In the minds of many Americans, World War I was a first draft of World War II, fought with less advanced technology but otherwise similar. But the two wars were actually quite different. The earlier war was more or less a family squabble among the crowned heads of Europe; Kaiser Wilhelm was, in fact, Queen Victoria's grandson.
Thomas Fleming presents a strong case that there was no reason for the United States to enter World War I, and argues that if it had stayed out, it might have played a more effective role afterwards as mediator, preventing the excesses of the Treaty of Versailles and its disastrous aftermath.
Woodrow Wilson was reelected in 1916 on a platform of staying out of the war, but almost immediately committed the U.S. to the conflict. German submarine warfare is often cited as a factor provoking American entry; Fleming argues that it was no worse than the British blockade of Germany. In any event, the sinking of the Lusitania was a dubious causus belli, since the ship was carrying munitions.

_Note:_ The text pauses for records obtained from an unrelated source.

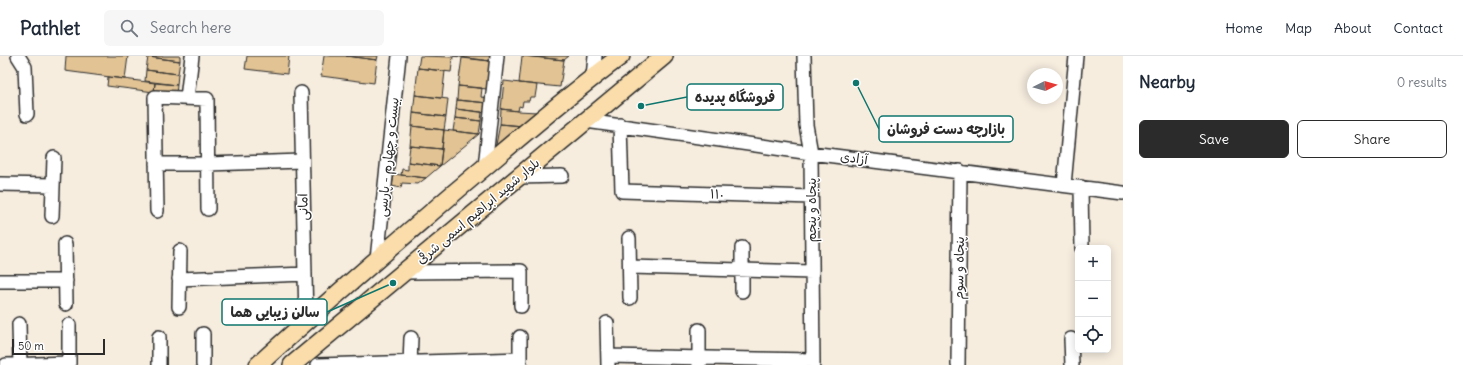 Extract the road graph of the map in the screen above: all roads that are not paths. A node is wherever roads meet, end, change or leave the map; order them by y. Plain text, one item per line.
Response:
1 (18, 56) edge
2 (192, 56) edge
3 (399, 56) edge
4 (497, 56) edge
5 (595, 56) edge
6 (621, 56) edge
7 (664, 56) edge
8 (804, 56) edge
9 (1076, 56) edge
10 (593, 77) junction
11 (301, 93) dead end
12 (187, 98) junction
13 (27, 114) dead end
14 (586, 121) junction
15 (620, 125) junction
16 (811, 153) junction
17 (54, 158) dead end
18 (302, 161) junction
19 (156, 164) junction
20 (207, 164) junction
21 (485, 167) junction
22 (960, 171) junction
23 (562, 176) dead end
24 (518, 177) junction
25 (0, 184) edge
26 (53, 185) junction
27 (1064, 185) junction
28 (1081, 187) junction
29 (1123, 193) edge
30 (811, 197) junction
31 (208, 209) dead end
32 (157, 211) dead end
33 (52, 216) dead end
34 (629, 238) dead end
35 (65, 244) dead end
36 (1082, 245) edge
37 (742, 248) dead end
38 (180, 251) dead end
39 (377, 259) junction
40 (630, 267) junction
41 (742, 270) junction
42 (404, 272) junction
43 (812, 272) junction
44 (305, 274) junction
45 (179, 279) junction
46 (0, 281) edge
47 (66, 281) junction
48 (742, 291) dead end
49 (630, 298) dead end
50 (66, 304) dead end
51 (521, 306) dead end
52 (178, 307) dead end
53 (306, 321) junction
54 (607, 323) dead end
55 (20, 324) dead end
56 (69, 325) dead end
57 (699, 330) dead end
58 (203, 334) dead end
59 (160, 337) dead end
60 (520, 337) dead end
61 (411, 338) dead end
62 (1071, 339) dead end
63 (608, 360) edge
64 (699, 361) edge
65 (520, 362) edge
66 (813, 362) edge
67 (69, 364) edge
68 (410, 364) edge
69 (6, 365) edge
70 (20, 365) edge
71 (159, 365) edge
72 (203, 365) edge
73 (258, 365) edge
74 (292, 365) edge
75 (318, 365) edge
76 (958, 365) edge
77 (1072, 365) edge

1 - 13 street
2 - 12 street
3 - 39 street, بیست و چهارم - پارسی
4 - 21 street
5 - 10 street
6 - 10 main road
7 - 14 main road, بلوار شهید ابراهیم اسمی شرقی
8 - 16 street, پنجاه و پنجم
9 - 27 street
10 - 21 main road
11 - 18 street, امانی
12 - 19 street
12 - 20 street
14 - 15 street, آزادی
14 - 24 main road, بلوار شهید ابراهیم اسمی شرقی
15 - 16 street, آزادی
15 - 30 street, ۱۱۰
16 - 22 street, آزادی
16 - 30 street, پنجاه و پنجم
17 - 26 street
18 - 20 street
18 - 44 street, امانی
19 - 20 street
19 - 32 street
20 - 31 street
21 - 39 main road
22 - 27 street, آزادی
22 - 76 street, پنجاه و سوم
23 - 24 street
24 - 42 main road, بلوار شهید ابراهیم اسمی شرقی
25 - 26 street
26 - 33 street
27 - 28 street, آزادی
28 - 29 street, آزادی
28 - 36 street
30 - 43 street, پنجاه و پنجم
34 - 40 street
35 - 47 street
37 - 41 street
38 - 45 street
39 - 53 main road
40 - 41 street
40 - 49 street
41 - 43 street
41 - 48 street
42 - 51 street
42 - 74 main road, بلوار شهید ابراهیم اسمی شرقی
43 - 66 street, پنجاه و پنجم
44 - 45 street
44 - 53 street, امانی
45 - 52 street
46 - 47 street
47 - 50 street
53 - 73 main road
54 - 63 street
55 - 70 street
56 - 67 street
57 - 64 street
58 - 72 street
59 - 71 street
60 - 65 street
61 - 68 street
62 - 77 street
63 - 64 street
64 - 66 street
65 - 68 street
67 - 70 street
68 - 75 street
69 - 70 street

Once America was in the war, civil liberties slipped to their lowest point since the Civil War, if not in all of U.S. history. The Sedition and Espionage Acts made criticism of the government a crime. The Post Office banned dissenting magazines. Critics of the war and the draft received lengthy jail sentences. Robert Goldstein was sentenced to ten years for producing an "anti-British" film about the American Revolution. A Lansing, Michigan man got twenty years for denouncing the war in a private conversation. Even a U.S. Senator, Robert La Follette, was the target of charges of sedition and treason. Bigotry against German-Americans was rampant; both Wilson and Theodore Roosevelt denounced "hyphenated Americans."
After the war, Wilson's diplomacy was ineffective. England and France wanted revenge and had little interest in the Fourteen Points. The final treaty contained little of what he wanted, but Wilson accepted it in the hope of carrying through its provision for a League of Nations. Having created a wartime atmosphere in which disagreement was tantamount to treason, Wilson attempted to get the treaty ratified by impugning Republicans' loyalty, but the technique backfired on him. He then suffered a debilitating stroke; at first without his knowledge and later with his active participation, his disability was systematically concealed from the public; yet Fleming tells us he attempted to get nominated for a third term. (Roosevelt emulated this pattern, with greater success, in 1944 -- but that's a matter for Fleming's other book, The New Dealers' War.)
In a time when our government is using threats from abroad as an excuse for reducing our liberties, a look at the events from 1916 to 1918 can provide perspective -- and give us a warning.